◆ **Data shown**
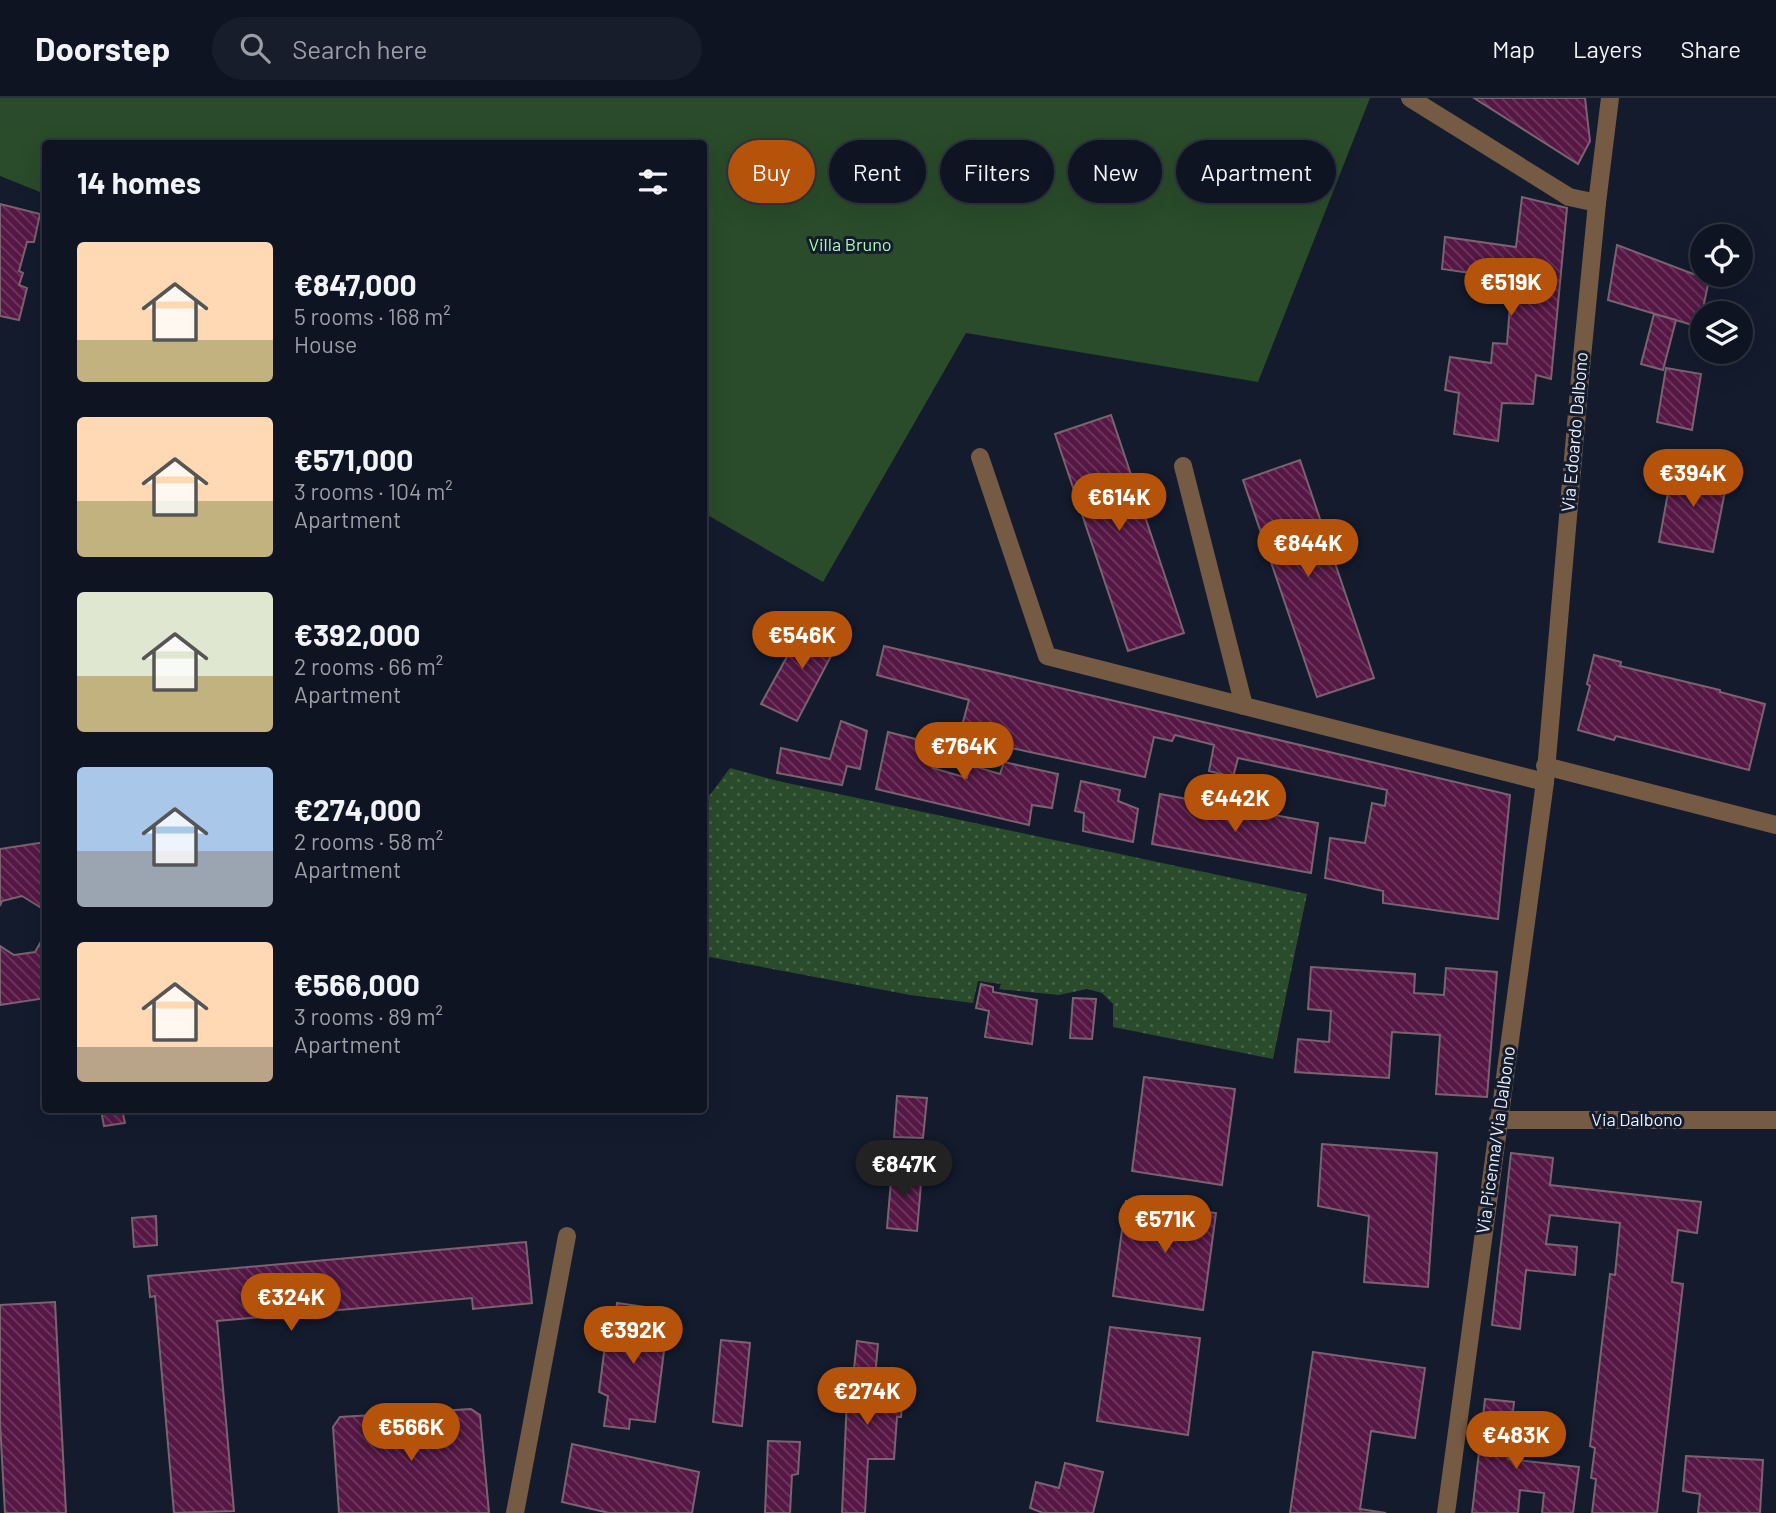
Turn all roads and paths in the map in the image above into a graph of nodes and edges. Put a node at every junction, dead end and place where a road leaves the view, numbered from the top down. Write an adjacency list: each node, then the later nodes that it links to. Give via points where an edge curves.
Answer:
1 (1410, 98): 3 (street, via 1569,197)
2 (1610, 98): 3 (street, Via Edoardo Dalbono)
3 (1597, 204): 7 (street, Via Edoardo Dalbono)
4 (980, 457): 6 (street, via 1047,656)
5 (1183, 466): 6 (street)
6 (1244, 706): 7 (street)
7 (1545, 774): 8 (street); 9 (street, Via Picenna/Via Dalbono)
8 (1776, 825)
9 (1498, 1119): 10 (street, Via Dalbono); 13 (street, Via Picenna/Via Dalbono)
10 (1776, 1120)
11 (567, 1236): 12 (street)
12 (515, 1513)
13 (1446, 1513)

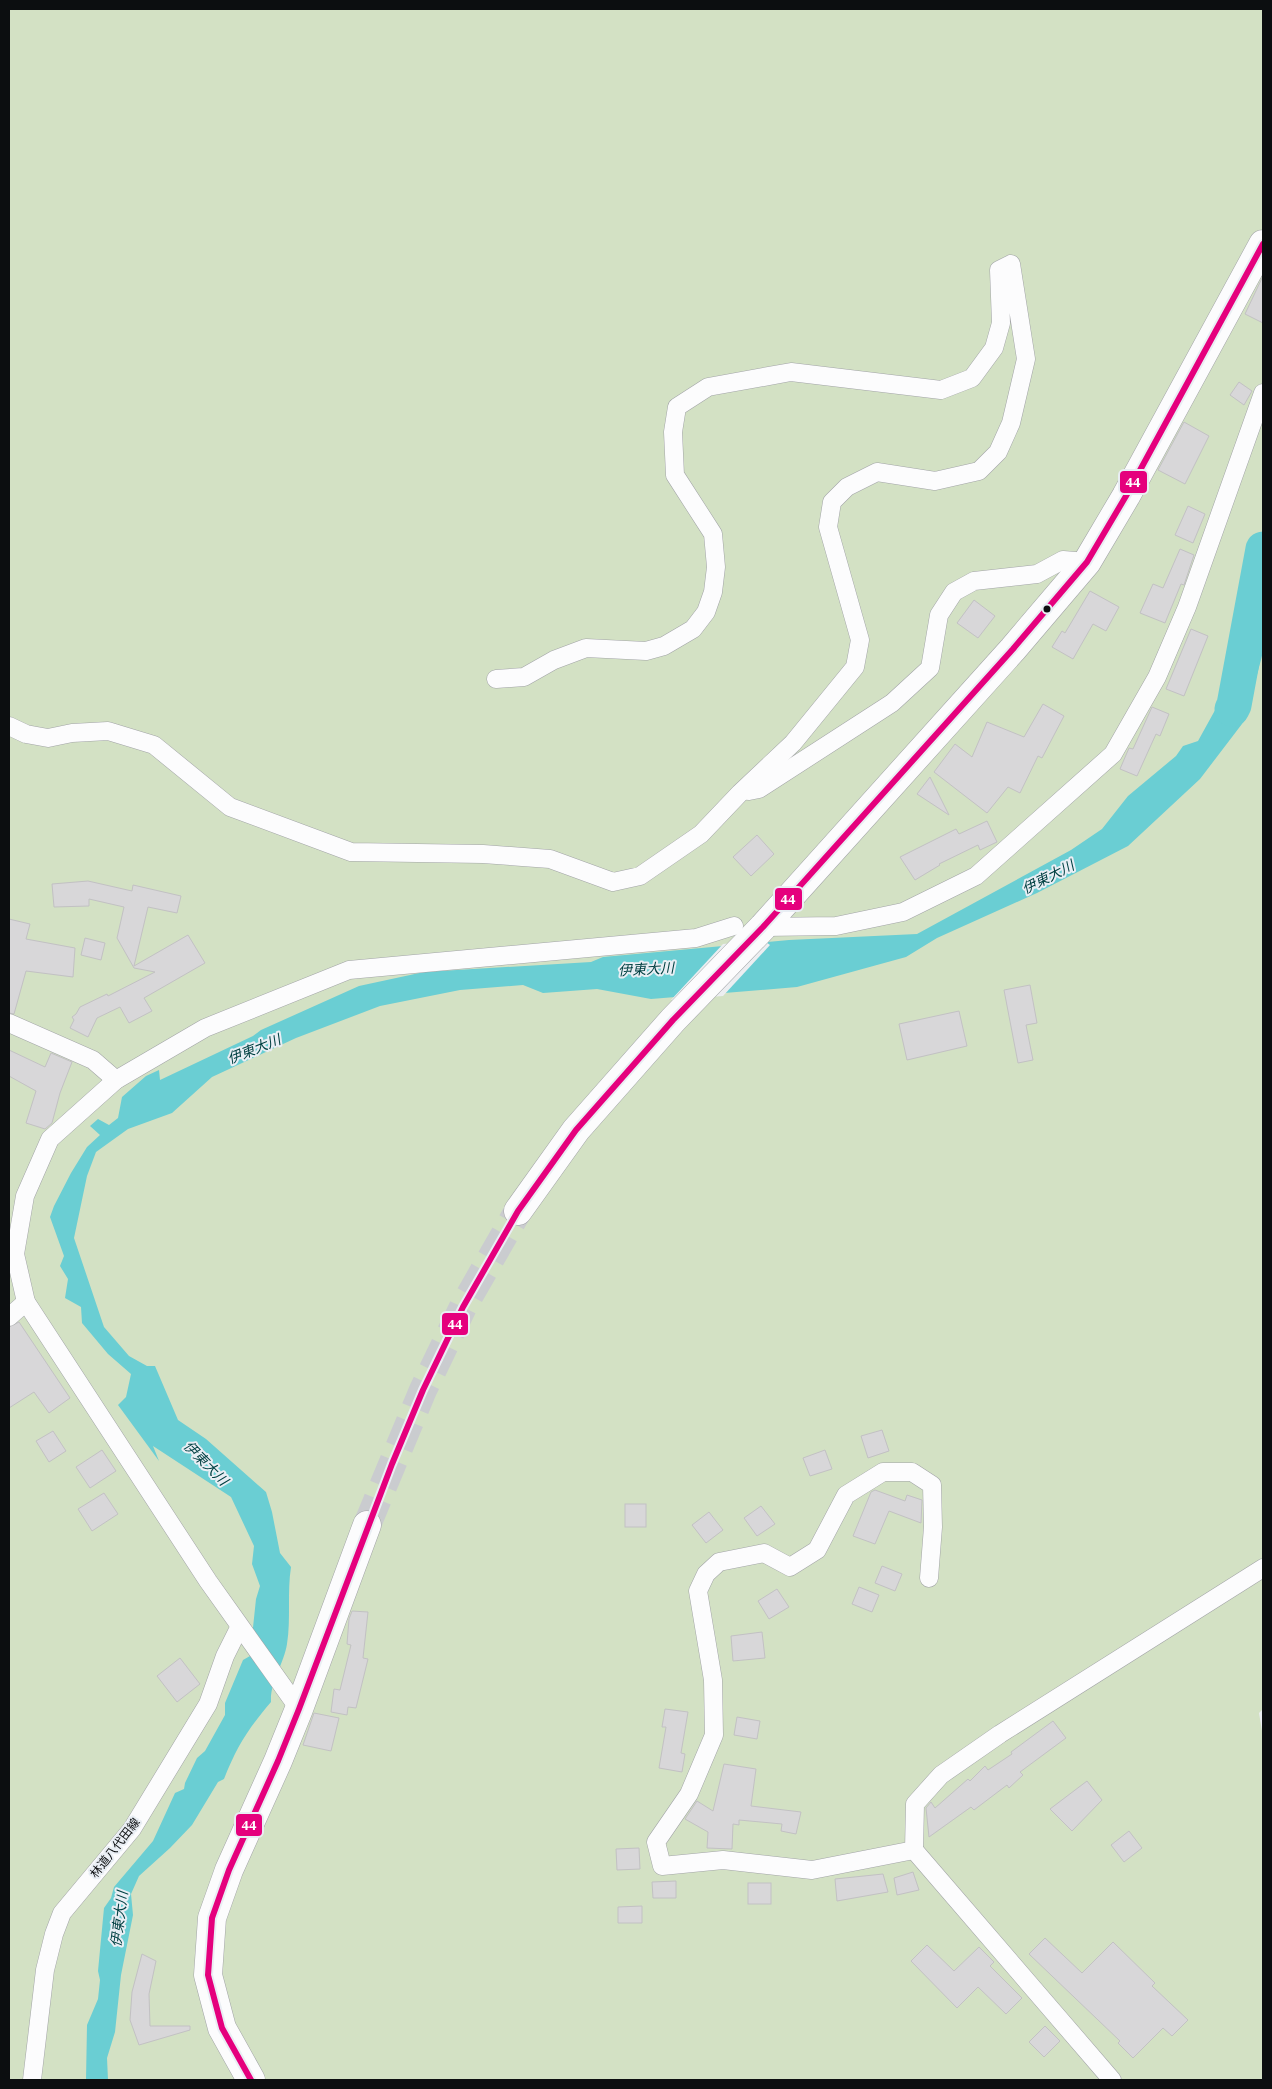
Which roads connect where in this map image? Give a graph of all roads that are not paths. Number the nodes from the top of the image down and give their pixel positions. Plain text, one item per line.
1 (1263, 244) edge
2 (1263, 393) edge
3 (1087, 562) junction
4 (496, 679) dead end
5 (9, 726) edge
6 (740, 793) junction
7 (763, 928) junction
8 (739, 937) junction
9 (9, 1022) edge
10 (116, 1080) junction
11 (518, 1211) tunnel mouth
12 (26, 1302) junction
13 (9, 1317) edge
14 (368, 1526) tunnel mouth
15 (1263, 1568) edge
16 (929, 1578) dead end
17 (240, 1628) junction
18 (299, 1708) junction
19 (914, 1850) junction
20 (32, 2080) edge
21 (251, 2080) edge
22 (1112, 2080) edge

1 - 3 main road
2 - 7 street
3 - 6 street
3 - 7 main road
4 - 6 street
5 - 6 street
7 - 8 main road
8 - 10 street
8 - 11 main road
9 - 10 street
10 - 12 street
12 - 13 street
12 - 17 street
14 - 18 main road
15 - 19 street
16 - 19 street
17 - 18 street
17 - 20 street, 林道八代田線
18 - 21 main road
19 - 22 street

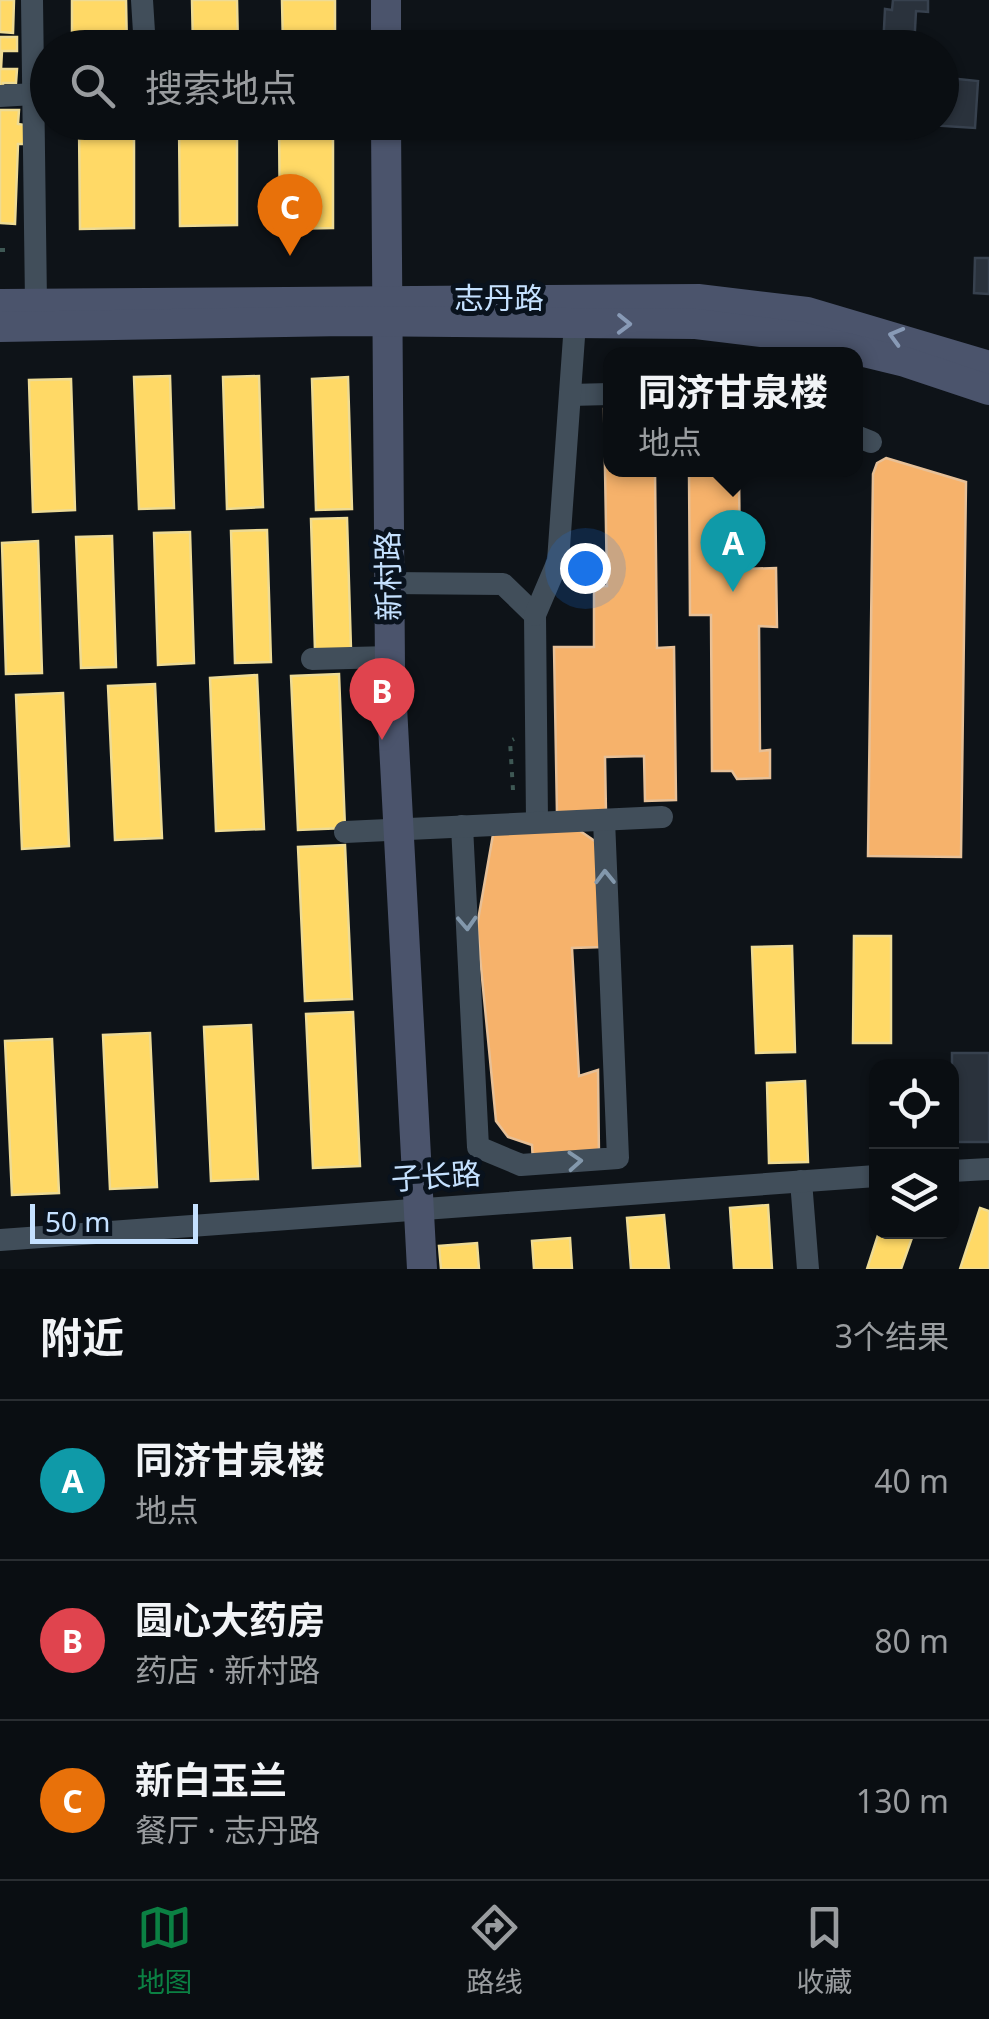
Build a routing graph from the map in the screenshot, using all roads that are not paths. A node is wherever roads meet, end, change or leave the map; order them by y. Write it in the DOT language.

◆ **Your instructions**
Extract all the data above exactly, excluding every picture.

◆ **Answer box**
Turn all roads and paths in the map in the image above into a graph of nodes and edges. Put a node at every junction, dead end and place where a road leaves the view, numbered from the top down. Write an adjacency list: each node, then the later nodes that it links to. Give via points where an edge curves.
Answer:
1 (1410, 98): 3 (street, via 1569,197)
2 (1610, 98): 3 (street, Via Edoardo Dalbono)
3 (1597, 204): 7 (street, Via Edoardo Dalbono)
4 (980, 457): 6 (street, via 1047,656)
5 (1183, 466): 6 (street)
6 (1244, 706): 7 (street)
7 (1545, 774): 8 (street); 9 (street, Via Picenna/Via Dalbono)
8 (1776, 825)
9 (1498, 1119): 10 (street, Via Dalbono); 13 (street, Via Picenna/Via Dalbono)
10 (1776, 1120)
11 (567, 1236): 12 (street)
12 (515, 1513)
13 (1446, 1513)

Which roads connect where in this map image? Give a graph of all roads that are not paths. Number the nodes from the top of the image down and give their pixel positions. Plain text, one item per line.
1 (1263, 244) edge
2 (1263, 393) edge
3 (1087, 562) junction
4 (496, 679) dead end
5 (9, 726) edge
6 (740, 793) junction
7 (763, 928) junction
8 (739, 937) junction
9 (9, 1022) edge
10 (116, 1080) junction
11 (518, 1211) tunnel mouth
12 (26, 1302) junction
13 (9, 1317) edge
14 (368, 1526) tunnel mouth
15 (1263, 1568) edge
16 (929, 1578) dead end
17 (240, 1628) junction
18 (299, 1708) junction
19 (914, 1850) junction
20 (32, 2080) edge
21 (251, 2080) edge
22 (1112, 2080) edge

1 - 3 main road
2 - 7 street
3 - 6 street
3 - 7 main road
4 - 6 street
5 - 6 street
7 - 8 main road
8 - 10 street
8 - 11 main road
9 - 10 street
10 - 12 street
12 - 13 street
12 - 17 street
14 - 18 main road
15 - 19 street
16 - 19 street
17 - 18 street
17 - 20 street, 林道八代田線
18 - 21 main road
19 - 22 street

Build a routing graph from the map in the screenshot, using all roads that are not paths. A node is wherever roads meet, end, change or leave the map; order them by y. Write it in the DOT language.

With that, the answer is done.